Return the lines below that contain the word "italic".

(Beginning of Supplied material)

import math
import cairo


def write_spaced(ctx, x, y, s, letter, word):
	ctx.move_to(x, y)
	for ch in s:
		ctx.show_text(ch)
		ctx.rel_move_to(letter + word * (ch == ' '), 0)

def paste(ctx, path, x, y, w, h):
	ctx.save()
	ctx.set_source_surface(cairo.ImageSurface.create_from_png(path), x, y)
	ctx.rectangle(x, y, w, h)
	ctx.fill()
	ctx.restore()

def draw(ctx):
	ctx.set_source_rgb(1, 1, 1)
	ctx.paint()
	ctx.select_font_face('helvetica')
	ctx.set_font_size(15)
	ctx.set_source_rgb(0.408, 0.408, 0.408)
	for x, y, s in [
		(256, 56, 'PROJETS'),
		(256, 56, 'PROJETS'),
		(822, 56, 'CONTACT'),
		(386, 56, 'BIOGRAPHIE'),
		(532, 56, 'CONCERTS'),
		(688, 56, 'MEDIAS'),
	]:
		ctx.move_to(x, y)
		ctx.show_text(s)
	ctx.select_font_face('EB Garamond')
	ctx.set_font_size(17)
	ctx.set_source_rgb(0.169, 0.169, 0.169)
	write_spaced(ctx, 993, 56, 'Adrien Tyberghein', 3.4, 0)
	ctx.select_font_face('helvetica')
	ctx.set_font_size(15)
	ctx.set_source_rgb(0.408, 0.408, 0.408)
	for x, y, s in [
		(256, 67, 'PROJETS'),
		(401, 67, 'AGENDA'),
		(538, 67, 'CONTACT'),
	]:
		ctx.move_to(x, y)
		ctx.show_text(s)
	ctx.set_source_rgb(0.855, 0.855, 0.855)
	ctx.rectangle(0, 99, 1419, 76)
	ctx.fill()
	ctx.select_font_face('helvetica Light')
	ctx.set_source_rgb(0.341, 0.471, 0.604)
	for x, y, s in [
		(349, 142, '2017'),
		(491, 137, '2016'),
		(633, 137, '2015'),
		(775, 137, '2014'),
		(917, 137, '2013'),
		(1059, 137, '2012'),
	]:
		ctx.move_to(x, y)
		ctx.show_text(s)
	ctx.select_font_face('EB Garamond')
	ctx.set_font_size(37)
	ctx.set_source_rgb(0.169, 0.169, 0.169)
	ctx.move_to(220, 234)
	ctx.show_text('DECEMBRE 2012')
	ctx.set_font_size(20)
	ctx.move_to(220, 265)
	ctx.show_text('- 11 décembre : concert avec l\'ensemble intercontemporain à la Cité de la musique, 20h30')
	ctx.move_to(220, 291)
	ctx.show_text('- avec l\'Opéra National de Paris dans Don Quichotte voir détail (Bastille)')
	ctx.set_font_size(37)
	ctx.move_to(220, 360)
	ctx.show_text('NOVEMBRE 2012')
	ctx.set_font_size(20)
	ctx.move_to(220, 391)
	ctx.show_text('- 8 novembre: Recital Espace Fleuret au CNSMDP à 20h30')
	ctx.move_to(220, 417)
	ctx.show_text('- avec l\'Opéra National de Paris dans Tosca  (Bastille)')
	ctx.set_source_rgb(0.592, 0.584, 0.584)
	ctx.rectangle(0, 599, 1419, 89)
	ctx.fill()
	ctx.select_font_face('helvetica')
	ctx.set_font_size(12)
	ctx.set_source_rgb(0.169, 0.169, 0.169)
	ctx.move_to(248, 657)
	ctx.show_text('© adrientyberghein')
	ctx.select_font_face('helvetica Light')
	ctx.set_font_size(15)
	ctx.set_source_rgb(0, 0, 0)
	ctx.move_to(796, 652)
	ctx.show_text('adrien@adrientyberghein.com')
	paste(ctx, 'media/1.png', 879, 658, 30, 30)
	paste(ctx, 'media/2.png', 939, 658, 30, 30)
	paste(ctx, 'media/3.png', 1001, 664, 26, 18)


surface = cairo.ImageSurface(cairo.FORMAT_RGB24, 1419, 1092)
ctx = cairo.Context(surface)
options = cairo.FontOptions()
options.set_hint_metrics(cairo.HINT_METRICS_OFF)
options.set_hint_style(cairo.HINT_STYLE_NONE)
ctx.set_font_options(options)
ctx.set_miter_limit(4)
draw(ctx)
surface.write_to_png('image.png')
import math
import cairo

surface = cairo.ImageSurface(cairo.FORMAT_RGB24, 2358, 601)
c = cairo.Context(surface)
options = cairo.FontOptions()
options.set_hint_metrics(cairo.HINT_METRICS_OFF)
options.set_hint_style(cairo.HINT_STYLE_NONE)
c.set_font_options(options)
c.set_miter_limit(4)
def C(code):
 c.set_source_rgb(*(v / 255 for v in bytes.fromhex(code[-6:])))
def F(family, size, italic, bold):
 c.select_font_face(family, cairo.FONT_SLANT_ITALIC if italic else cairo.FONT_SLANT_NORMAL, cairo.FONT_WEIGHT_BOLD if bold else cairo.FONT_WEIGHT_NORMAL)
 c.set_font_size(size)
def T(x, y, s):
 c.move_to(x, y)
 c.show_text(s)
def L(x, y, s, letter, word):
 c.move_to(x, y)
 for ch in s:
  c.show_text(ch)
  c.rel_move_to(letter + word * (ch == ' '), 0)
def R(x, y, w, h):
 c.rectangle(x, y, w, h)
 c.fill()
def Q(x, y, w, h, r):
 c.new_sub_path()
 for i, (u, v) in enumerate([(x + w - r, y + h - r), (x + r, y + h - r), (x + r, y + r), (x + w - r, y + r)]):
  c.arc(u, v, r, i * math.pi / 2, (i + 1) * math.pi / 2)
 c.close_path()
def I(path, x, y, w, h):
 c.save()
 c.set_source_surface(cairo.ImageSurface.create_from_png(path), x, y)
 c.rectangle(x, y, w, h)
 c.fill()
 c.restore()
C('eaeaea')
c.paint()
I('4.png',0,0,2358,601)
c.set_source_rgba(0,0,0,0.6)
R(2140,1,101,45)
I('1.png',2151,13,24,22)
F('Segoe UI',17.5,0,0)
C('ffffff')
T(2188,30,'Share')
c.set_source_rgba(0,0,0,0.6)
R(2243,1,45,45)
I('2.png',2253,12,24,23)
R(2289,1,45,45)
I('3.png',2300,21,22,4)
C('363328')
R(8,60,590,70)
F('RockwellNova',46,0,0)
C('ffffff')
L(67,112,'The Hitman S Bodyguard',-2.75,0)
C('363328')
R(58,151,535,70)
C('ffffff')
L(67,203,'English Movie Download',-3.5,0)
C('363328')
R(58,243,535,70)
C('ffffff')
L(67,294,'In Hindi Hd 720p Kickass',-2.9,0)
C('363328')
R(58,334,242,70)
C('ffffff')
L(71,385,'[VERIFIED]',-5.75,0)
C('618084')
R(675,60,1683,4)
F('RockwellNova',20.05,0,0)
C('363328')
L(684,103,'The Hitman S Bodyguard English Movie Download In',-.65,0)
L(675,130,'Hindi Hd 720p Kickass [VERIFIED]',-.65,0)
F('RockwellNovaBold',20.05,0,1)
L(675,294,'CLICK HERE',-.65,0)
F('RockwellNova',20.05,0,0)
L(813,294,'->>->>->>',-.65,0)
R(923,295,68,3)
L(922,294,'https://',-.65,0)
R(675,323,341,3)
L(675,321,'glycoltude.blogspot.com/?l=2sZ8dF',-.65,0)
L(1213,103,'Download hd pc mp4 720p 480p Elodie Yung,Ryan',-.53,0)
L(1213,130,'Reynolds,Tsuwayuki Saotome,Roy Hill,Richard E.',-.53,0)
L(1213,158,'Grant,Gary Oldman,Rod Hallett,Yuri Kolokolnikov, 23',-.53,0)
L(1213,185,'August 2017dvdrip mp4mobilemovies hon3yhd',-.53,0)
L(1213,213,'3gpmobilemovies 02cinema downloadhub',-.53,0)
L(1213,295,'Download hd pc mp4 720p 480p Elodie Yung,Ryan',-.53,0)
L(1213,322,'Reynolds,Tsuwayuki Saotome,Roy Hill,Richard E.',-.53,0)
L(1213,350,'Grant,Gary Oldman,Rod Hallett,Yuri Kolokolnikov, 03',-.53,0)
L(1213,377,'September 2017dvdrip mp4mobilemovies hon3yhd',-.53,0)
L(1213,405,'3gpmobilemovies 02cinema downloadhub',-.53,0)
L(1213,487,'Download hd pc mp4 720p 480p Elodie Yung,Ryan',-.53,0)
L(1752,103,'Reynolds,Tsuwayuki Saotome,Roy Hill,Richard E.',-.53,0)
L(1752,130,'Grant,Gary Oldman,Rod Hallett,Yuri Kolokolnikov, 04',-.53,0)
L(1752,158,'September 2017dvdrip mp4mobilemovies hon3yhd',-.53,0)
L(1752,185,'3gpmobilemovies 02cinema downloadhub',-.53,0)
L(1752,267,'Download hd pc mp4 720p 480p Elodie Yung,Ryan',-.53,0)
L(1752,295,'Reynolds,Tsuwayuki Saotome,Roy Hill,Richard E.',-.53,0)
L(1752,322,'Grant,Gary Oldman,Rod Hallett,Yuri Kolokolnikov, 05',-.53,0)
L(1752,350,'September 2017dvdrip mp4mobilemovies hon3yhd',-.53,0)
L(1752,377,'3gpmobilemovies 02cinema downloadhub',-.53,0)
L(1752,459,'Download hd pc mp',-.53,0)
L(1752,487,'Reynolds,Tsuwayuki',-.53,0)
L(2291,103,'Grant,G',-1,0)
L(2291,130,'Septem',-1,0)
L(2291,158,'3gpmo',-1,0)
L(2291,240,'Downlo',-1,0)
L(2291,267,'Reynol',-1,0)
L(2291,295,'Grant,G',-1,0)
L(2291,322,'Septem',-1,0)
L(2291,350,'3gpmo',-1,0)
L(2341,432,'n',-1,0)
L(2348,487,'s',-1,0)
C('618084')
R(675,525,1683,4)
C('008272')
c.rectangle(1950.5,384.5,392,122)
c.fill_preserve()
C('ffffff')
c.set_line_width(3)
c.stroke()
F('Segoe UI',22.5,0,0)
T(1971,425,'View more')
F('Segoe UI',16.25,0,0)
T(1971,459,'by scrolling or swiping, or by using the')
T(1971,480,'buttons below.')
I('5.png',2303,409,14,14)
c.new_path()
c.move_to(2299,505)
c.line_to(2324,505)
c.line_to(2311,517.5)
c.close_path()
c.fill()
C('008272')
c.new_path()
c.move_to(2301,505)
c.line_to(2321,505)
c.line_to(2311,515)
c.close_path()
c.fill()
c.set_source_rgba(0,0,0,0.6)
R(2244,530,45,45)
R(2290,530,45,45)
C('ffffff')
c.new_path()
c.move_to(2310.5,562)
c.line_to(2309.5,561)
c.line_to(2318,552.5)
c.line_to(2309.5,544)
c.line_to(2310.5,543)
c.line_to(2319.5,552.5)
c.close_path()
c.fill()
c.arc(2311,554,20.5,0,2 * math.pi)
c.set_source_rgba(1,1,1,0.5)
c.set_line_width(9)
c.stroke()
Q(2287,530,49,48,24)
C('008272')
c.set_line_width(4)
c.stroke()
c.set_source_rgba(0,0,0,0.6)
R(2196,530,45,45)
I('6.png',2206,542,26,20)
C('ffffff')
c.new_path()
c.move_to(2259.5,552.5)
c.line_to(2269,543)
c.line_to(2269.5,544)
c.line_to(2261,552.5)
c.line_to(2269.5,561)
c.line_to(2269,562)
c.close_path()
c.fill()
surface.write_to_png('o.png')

(End of Supplied material)

» Exercise response:
def F(family, size, italic, bold):
 c.select_font_face(family, cairo.FONT_SLANT_ITALIC if italic else cairo.FONT_SLANT_NORMAL, cairo.FONT_WEIGHT_BOLD if bold else cairo.FONT_WEIGHT_NORMAL)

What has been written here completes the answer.